Costs have been from around $200 million to about $1 billion. Nevertheless, the decom needs to be considered as a part of the life cycle cost.
Comment
2 of 9
June 23, 2008
A non subsidized, full life cycle cost for each form of energy will go a long way to help the market sort out the winners and the losers. For example, nuclear energy needs to include costs for decomissioning of plants (which might cost 10 to 100 times the cost to build them), costs for managing hazardous by products for thousands of years and contingency for accidents/disasters. For oil costs of armies in foreign countries and for all fossil fuels costs for remediation of environmental impacts are appropriate to include in the consumer end cost. In this sense the government should be leveling the playing field and allowing the market to work with all factors considered.
Comment
3 of 9
June 25, 2008
If oil stays at current prices or rises, and natural gas continues to get more expensive as in currently the case in Europe, then Renewables will look more and more attractive with or without tax and other fiscal incentives. If environmental and security costs are factored into the cost of fossil fuels, then they can't come close to competing with the more mature among the renewables on favourable sites.
Comment
4 of 9
June 25, 2008
'Renewable Energy a 'Finance-driven' Industry' is unexpected candor. Many think that renewable energy is a climate driven industry.

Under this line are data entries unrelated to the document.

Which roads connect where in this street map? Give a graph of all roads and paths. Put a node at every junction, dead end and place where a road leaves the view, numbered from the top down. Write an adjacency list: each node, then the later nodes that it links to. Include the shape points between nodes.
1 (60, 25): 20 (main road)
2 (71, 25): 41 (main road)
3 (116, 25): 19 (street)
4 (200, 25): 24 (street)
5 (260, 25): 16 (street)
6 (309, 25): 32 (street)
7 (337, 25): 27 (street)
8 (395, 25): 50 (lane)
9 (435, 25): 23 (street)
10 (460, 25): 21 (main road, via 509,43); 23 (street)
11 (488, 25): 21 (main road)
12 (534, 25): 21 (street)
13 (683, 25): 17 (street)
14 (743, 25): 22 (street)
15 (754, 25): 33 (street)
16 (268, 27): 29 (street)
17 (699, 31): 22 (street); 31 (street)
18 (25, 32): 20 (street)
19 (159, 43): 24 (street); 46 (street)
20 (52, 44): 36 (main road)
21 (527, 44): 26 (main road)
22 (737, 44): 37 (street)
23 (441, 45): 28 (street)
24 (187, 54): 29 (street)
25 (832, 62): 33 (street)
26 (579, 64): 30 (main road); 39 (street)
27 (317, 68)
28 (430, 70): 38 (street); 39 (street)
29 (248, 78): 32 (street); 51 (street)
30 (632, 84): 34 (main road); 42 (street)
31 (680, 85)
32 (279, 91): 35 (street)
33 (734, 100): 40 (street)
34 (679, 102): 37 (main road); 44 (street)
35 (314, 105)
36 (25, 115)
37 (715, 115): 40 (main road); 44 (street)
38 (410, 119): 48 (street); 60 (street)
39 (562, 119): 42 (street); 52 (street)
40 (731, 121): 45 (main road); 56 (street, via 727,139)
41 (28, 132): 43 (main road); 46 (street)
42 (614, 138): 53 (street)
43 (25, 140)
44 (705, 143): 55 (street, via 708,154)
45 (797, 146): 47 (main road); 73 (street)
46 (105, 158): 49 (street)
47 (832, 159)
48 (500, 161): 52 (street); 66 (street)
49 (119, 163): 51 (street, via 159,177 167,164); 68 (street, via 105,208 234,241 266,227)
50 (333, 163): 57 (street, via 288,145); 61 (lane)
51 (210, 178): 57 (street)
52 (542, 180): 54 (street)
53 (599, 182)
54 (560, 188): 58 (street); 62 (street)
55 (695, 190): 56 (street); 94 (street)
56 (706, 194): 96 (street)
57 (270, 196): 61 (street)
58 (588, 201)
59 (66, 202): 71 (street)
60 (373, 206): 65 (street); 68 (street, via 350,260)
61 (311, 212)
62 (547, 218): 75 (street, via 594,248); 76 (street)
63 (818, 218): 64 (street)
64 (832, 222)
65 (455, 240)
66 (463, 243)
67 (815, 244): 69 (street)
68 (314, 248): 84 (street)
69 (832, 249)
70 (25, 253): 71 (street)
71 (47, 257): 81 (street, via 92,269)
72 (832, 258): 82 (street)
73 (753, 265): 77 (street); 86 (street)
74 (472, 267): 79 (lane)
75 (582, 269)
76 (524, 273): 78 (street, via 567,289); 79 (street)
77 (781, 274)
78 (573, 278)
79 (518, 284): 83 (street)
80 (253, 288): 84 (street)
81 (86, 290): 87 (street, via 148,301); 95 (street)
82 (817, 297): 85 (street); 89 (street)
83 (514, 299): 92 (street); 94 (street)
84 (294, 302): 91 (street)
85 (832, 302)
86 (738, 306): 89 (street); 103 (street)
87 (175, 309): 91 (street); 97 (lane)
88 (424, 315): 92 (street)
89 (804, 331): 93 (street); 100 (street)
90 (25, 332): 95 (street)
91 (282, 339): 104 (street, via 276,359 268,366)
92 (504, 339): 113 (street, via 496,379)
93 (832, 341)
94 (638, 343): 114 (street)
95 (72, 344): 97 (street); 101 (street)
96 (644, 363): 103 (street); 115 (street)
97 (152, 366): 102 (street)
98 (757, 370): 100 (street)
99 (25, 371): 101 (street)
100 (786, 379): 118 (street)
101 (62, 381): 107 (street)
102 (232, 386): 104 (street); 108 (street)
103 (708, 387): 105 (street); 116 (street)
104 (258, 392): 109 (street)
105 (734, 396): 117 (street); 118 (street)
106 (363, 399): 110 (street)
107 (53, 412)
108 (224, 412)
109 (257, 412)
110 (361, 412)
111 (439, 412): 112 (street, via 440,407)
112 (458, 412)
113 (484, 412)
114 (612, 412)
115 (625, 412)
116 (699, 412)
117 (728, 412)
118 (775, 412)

"Business should treat the environmental movement as it treats other forms of religious belief. Business leaders do not themselves have to believe its doctrines. Indeed we should be wary if they do: business linked to faiths and ideologies is a sinister and unaccountable power. But companies must respect the belief systems of the countries in which they operate, and acknowledge both the constraints these structures impose and the commercial opportunities that arise. Most environmental initiatives that have been implemented – phasing out fluorocarbons, renewable energy and emissions trading – have significant commercial lobbies behind them.

Still, myths play a valuable social role and the intentions of their proponents are generally benign. The social impact of religions and ideologies, for good and ill, does not depend much on the factual accuracy of their stories. The injunction to be careful of the impact of our actions on the air, the earth and the water is well taken. The danger of environmental evangelism is that ritual, gesture and rhetoric take the place of substance."

http://www.johnkay.com/political/479
Comment
5 of 9
June 25, 2008
sir
The whole world must realise and do research on Non-edible oil producing trees like Pongamia and Paradise tree and of course Jatropha etc which would have life span of atleast 5 decades.
we are planning to plant Pongamia trees 100 million trees in a span of 5 years to 10 years time millions of Pongamia oil will flow from such trees like Pongamia.....such kind of trees are eco-friendly.

Renewable Energy Reserve Fund must be created on global scale and support all movements to aughment non-edible oil sources.
S.A.Alagarsamy
www.mgrbiodiesel.com
India
Comment
6 of 9
Any finance/economics experts out there? What puzzles me is how does one estimate the capital value of a renewable enery resource? For finite resources it is a simple matter of using the total reserves as depicted in a supply bell curve and taking the NPV. However for renewables the supply curve is a realitivly flat line to infinity?
What methods are currently being used to estimate this all important investment number?
Comment
7 of 9
June 26, 2008
Would anybody please provide any possible reasons that ITC and PTC were not passed in the Congress?
Comment
8 of 9
June 26, 2008
greg- have any Nuclear power stations actually finished decommissioning - ie the land recycled for other use? To put it another way are they guesstimates, or based on actual completed experience.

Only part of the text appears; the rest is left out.